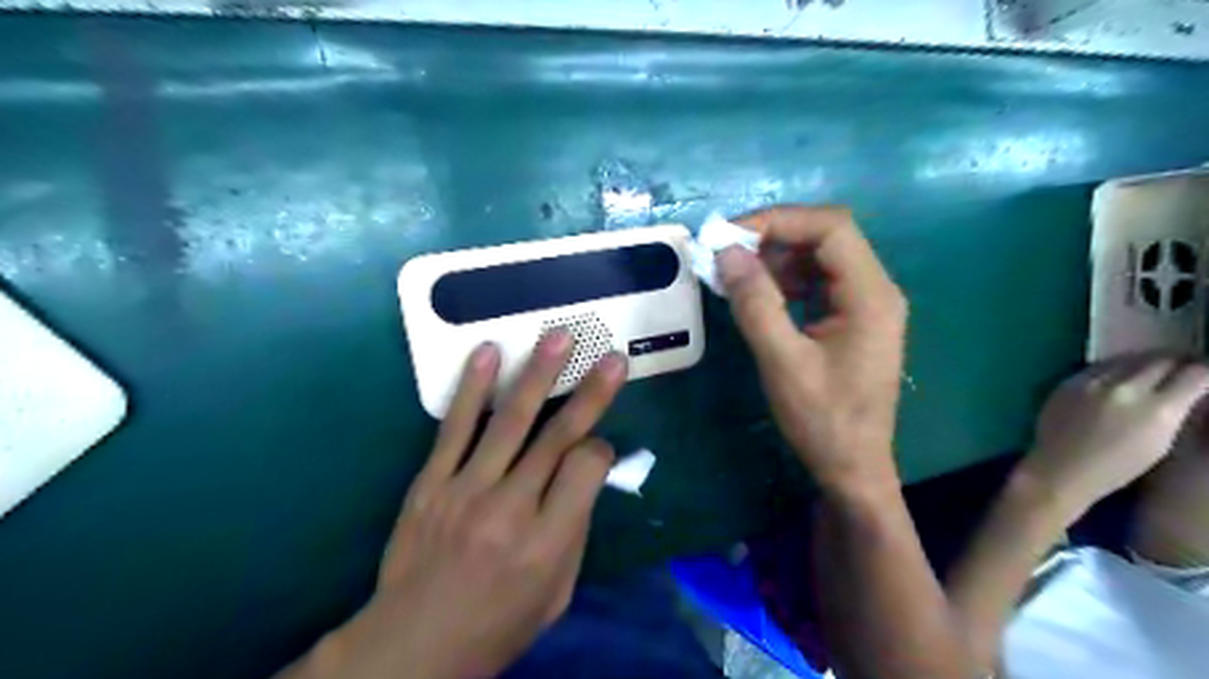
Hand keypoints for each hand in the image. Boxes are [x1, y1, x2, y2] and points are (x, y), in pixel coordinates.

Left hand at [285, 334, 627, 678]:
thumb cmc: (498, 625)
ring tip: (557, 336)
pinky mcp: (430, 482)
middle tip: (611, 358)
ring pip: (509, 420)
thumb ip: (575, 530)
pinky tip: (488, 353)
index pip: (587, 468)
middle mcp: (510, 508)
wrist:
════════════════
▸ Assignment:
Hand back the data exactly as it appears, with all pictures cut.

▸ Exercise answer:
Hand keypoints for each hand in the image. Boxes are [x1, y1, x2, y2] and points are (x, y), in pixel coordinates.

Left hand at [285, 334, 627, 678]:
thumb cmc: (498, 625)
ring tip: (557, 336)
pinky mcp: (430, 482)
middle tip: (611, 358)
ring pip: (509, 420)
thumb ip: (575, 530)
pinky tip: (488, 353)
index pip: (587, 468)
middle mcp: (510, 508)
wrist:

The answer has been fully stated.